Closed andrewheusser closed 7 years ago

andrewheusser commented 7 years ago

_Incremental principal components analysis (IPCA). Linear dimensionality reduction using Singular Value Decomposition of centered data, keeping only the most significant singular vectors to project the data to a lower dimensional space. Depending on the size of the input data, this algorithm can be much more memory efficient than a PCA. This algorithm has constant memory complexity, on the order of batch_size, enabling use of np.memmap files without loading the entire file into memory. The computational overhead of each SVD is O(batch_size * n_features 2), but only 2 batch_size samples remain in memory at a time.
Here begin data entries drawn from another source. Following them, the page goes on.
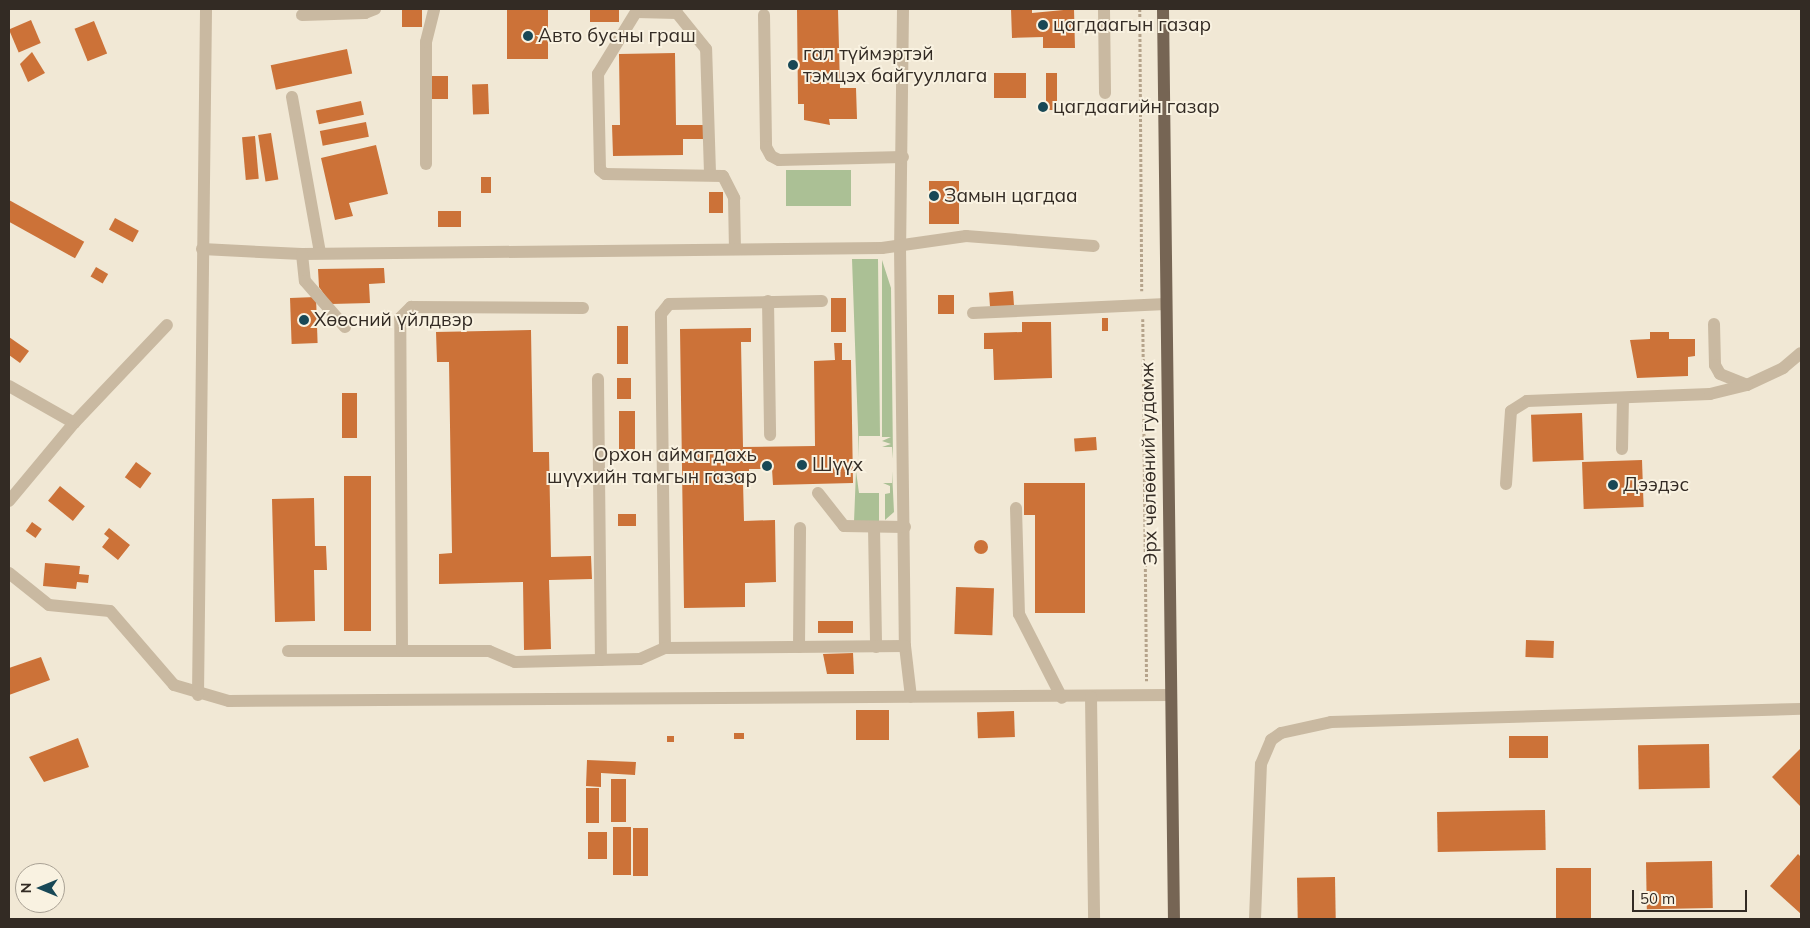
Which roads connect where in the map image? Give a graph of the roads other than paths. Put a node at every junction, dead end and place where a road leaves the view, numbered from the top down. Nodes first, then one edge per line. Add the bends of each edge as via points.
1 (206, 9) edge
2 (375, 9) edge
3 (434, 9) edge
4 (903, 9) edge
5 (1104, 9) edge
6 (1163, 9) edge
7 (302, 15) dead end
8 (764, 15) dead end
9 (1105, 93) dead end
10 (292, 97) dead end
11 (903, 157) junction
12 (426, 164) dead end
13 (710, 173) junction
14 (1094, 246) dead end
15 (900, 247) junction
16 (202, 249) junction
17 (735, 249) junction
18 (320, 253) junction
19 (302, 254) junction
20 (822, 300) dead end
21 (768, 301) junction
22 (1166, 304) junction
23 (583, 308) dead end
24 (974, 313) dead end
25 (1714, 324) dead end
26 (167, 325) dead end
27 (345, 327) dead end
28 (1801, 353) edge
29 (598, 378) dead end
30 (1746, 385) junction
31 (9, 386) edge
32 (1622, 398) junction
33 (74, 423) junction
34 (770, 434) dead end
35 (1622, 448) dead end
36 (1506, 484) dead end
37 (818, 493) dead end
38 (9, 501) edge
39 (1016, 508) dead end
40 (905, 526) junction
41 (874, 527) junction
42 (800, 528) dead end
43 (9, 573) edge
44 (906, 646) junction
45 (799, 647) junction
46 (876, 647) junction
47 (665, 648) junction
48 (288, 651) dead end
49 (402, 651) junction
50 (601, 660) junction
51 (198, 695) junction
52 (1171, 695) junction
53 (911, 697) junction
54 (1091, 697) junction
55 (1062, 698) junction
56 (1801, 709) edge
57 (1094, 919) edge
58 (1174, 919) edge
59 (1255, 919) edge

There will be n_samples / batch_size SVD computations to get the principal components, versus 1 large SVD of complexity O(n_samples n_features 2) for PCA._

http://scikit-learn.org/stable/modules/generated/sklearn.decomposition.IncrementalPCA.html#sklearn.decomposition.IncrementalPCA

jeremymanning commented 7 years ago

This sounds good to me-- so the new version of reduce would work something like:

1) use PPCA to fill in missing data 2) if method=None (default) we'd default to PCA if the dataset (collectively) had less than our threshold number of observations (10K? 100K?) and IncrementalPCA if the dataset (collectively) had more than that number of observations 3) otherwise we'd default to whatever was specified via method.

jeremymanning commented 7 years ago

An alternative (also mentioned in pull request) would be to just default to IncrementalPCA, unless the user explicitly asks for PCA.

andrewheusser commented 7 years ago

starting with 0.3.0, IncrementalPCA is now the default!